**WHAT YOU WILL DO**.
Only a number is expected: how many lines in the entries that follow contain the word "Aleje"?

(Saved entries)
····················

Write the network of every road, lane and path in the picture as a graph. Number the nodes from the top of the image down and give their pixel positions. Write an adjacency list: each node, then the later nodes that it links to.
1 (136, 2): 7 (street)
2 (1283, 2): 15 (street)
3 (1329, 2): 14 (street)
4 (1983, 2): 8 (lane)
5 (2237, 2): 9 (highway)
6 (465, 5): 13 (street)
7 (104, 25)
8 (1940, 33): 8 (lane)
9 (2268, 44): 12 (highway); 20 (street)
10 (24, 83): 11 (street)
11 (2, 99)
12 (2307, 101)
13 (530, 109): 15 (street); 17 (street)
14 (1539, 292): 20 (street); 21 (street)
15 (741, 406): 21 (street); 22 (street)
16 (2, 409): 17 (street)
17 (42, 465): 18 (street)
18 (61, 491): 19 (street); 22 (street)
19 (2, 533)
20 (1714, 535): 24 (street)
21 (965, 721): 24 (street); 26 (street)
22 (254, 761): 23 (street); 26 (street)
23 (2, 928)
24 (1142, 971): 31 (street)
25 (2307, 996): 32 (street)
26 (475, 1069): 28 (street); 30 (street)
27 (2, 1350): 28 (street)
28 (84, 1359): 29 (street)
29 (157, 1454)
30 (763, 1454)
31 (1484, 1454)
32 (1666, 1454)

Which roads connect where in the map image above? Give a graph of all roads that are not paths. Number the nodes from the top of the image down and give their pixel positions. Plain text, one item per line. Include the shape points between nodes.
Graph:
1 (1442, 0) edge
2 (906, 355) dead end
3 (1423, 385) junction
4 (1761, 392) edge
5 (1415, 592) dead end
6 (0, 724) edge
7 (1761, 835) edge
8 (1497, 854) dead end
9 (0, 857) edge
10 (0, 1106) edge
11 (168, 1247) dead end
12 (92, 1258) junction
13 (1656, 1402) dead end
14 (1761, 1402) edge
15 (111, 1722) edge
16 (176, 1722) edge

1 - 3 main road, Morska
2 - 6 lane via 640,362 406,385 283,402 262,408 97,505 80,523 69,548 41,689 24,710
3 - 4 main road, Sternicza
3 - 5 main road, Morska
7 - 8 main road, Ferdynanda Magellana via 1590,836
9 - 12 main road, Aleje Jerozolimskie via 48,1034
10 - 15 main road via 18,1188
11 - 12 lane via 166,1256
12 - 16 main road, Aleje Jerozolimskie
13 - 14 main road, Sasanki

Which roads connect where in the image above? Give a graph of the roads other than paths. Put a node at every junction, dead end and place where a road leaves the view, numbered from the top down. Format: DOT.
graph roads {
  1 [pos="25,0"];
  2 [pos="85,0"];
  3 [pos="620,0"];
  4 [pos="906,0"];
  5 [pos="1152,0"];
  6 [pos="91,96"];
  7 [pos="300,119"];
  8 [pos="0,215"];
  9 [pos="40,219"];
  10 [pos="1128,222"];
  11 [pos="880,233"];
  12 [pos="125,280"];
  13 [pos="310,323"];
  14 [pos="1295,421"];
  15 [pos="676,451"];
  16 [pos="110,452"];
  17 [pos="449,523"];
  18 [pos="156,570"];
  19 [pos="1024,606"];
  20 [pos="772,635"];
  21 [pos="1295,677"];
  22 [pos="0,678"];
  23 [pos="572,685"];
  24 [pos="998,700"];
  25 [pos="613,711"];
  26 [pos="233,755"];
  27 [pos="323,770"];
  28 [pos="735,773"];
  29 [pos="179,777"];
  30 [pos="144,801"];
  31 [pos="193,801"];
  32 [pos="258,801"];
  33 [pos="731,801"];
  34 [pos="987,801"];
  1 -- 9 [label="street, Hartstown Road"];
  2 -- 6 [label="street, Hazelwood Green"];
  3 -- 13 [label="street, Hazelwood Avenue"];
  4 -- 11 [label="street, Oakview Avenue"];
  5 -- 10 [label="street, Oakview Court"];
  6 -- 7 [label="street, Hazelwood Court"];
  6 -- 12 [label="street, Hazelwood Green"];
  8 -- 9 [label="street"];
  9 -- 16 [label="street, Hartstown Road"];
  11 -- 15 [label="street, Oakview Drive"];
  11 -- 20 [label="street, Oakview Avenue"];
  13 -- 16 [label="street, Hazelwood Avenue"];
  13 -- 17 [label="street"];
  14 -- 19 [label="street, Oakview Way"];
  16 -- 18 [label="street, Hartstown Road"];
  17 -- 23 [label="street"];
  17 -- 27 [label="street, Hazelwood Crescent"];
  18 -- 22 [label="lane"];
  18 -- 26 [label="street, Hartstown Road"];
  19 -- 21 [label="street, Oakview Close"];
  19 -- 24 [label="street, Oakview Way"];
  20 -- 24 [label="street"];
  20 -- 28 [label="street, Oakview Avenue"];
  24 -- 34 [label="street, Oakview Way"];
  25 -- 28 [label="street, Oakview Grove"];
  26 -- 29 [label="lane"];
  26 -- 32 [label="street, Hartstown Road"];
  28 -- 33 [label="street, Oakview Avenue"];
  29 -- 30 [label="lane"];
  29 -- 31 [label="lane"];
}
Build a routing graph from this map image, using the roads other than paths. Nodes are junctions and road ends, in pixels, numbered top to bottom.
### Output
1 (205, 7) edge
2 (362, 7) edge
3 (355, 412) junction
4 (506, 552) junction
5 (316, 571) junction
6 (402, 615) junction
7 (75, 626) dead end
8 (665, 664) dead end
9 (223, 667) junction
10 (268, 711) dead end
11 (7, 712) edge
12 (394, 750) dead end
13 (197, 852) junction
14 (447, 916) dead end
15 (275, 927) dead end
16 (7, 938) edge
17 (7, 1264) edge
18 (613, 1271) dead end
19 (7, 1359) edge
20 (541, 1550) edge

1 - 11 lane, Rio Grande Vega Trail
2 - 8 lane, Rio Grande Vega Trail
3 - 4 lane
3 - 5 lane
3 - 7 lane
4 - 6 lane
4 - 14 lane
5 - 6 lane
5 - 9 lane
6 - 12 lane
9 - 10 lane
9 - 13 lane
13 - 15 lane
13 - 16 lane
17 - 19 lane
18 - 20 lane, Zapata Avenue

····················

**ANSWER BOX**.
2